La política, entre la espada y la pared

23 de junio de 2016 (01:00 CET)

Un político de mirada alejada de lo inmediato de la coyuntura política y que reposa sus reflexiones en el conocimiento de su propia experiencia me explica lo siguiente: toda vez que te encuentras entre la espada y la pared debes siempre elegir la pared, pues uno puede, con esfuerzos, llegar a escalarla y escapar. La otra opción, quedarse frente a la espada, es suicida y sin esperanza de salir airoso. Me pareció una observación obvia, clara y necesaria.

Me hizo pensar en que muchas veces la política elige la espada y no la pared. El frío metal, luminoso, espejo de nuestro pánico, fascina como el sonajero de una serpiente cascabel. El hechizo por avanzar hacia el abismo de nuestras pasiones es más fuerte que elegir lo que más nos conviene. En esas estamos en la política española y nuestras inacabables elecciones, cuando observamos a todos los partidos resistirse entre la espada y la pared.

Sin embargo, aun cuando enfrentarse a la espada conduce a un  heroísmo  inútil, sigue produciendo placer en algunos. Es el caso de Rajoy, que sigue persiguiendo un nuevo triunfo electoral, estéril como un desierto, para liderar la gran coalición. Una gran coalición que sólo se dará si él no es presidente.

También es el caso de Podemos, que cree poder dominar su naturaleza múltiple, sus múltiples brazos políticos, como si fuera la diosa Kali del hinduismo. Los brazos de la marea de Barcelona en comú i Compromís, que se mueve buscando regeneración y destrucción. O como la hidra de Lerna, con sus múltiples cabezas pensadoras.

Por otro lado, Iglesias cree que domina a la criatura marina, que la ha amaestrado, cuando ésta está esperando un error para comerse a su domesticador. Es la espada de Susana Díaz sobre el cuello de Pedro Sánchez, impidiendo que pueda saltar la pared y escapar a sus ansias de poder.

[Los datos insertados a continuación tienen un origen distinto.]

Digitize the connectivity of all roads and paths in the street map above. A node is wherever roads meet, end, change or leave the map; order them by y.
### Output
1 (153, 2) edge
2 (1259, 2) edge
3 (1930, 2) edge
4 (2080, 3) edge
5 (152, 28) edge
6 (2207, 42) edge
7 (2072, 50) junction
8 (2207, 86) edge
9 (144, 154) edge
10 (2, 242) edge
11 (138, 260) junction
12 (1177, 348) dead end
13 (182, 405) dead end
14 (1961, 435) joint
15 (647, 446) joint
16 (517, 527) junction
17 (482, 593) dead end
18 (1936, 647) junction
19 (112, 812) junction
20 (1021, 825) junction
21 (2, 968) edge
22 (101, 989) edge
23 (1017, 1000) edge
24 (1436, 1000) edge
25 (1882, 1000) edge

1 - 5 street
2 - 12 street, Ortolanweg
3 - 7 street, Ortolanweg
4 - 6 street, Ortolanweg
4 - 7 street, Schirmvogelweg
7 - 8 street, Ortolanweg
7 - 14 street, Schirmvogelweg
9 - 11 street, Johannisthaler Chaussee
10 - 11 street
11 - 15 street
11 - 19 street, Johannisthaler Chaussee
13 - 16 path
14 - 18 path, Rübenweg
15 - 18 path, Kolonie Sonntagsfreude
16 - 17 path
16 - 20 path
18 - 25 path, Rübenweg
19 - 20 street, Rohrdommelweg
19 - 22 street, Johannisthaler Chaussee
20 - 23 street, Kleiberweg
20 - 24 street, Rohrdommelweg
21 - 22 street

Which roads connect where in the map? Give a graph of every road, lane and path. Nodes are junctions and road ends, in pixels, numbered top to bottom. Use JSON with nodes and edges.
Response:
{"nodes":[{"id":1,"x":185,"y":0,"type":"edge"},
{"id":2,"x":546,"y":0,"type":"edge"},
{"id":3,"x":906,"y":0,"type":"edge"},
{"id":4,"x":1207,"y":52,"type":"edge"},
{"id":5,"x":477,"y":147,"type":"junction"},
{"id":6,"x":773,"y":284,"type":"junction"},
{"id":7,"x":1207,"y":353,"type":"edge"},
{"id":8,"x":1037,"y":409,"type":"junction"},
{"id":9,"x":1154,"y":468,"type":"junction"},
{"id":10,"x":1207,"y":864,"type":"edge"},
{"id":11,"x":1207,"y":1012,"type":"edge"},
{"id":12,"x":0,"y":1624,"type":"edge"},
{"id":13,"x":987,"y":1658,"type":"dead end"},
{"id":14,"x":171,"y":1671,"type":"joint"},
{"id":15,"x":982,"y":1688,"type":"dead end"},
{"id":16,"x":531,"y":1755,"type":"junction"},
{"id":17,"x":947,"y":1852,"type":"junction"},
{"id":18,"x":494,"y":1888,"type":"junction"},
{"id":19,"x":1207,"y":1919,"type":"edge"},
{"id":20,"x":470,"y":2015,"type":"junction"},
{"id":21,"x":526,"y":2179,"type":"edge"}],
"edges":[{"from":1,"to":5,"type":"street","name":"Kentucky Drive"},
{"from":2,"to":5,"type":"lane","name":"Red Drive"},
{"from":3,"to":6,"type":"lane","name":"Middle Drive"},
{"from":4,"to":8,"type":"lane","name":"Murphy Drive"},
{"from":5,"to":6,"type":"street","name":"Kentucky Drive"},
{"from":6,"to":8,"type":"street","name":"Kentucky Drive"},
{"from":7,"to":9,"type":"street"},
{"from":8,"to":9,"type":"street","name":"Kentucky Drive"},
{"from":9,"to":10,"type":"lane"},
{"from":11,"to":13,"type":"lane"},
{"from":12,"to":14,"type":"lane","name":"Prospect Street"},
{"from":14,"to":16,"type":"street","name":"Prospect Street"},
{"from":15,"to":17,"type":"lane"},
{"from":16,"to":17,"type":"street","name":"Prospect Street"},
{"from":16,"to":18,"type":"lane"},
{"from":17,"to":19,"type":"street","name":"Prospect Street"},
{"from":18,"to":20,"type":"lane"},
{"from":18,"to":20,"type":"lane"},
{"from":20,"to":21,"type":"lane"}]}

Todos los dirigentes políticos parecen estar sólo preocupados en demostrar que son capaces de enfrentarse a las espadas cuando ansían saltar la pared. Ya lo decía Rafael Barret: "La verdad no se demuestra. Se sueña. Sólo se demuestra la mentira". La mentira es declarar que habrá pactos con unos y no con otros. La mentira es señalar las líneas rojas que no cruzaremos. La mentira es mostrar nuestro patriotismo. La mentira hacia nosotros mismos que nos acerca a la espada, que nos hace creer que podemos derrotar nuestras debilidades.

En este clima político, que evoca el aire enfermo que  trae el viento del siroco a la decadente Venecia, es en el que nos encontramos. Líderes políticos situados entre la espada y la pared. Lo que hoy observamos en estas elecciones son líderes políticos con miedo a cometer un error que los aleje de la pared, mientras nos quieren hacer creer que luchan contra molinos de viento. La única verdad de la que no deberíamos despertar.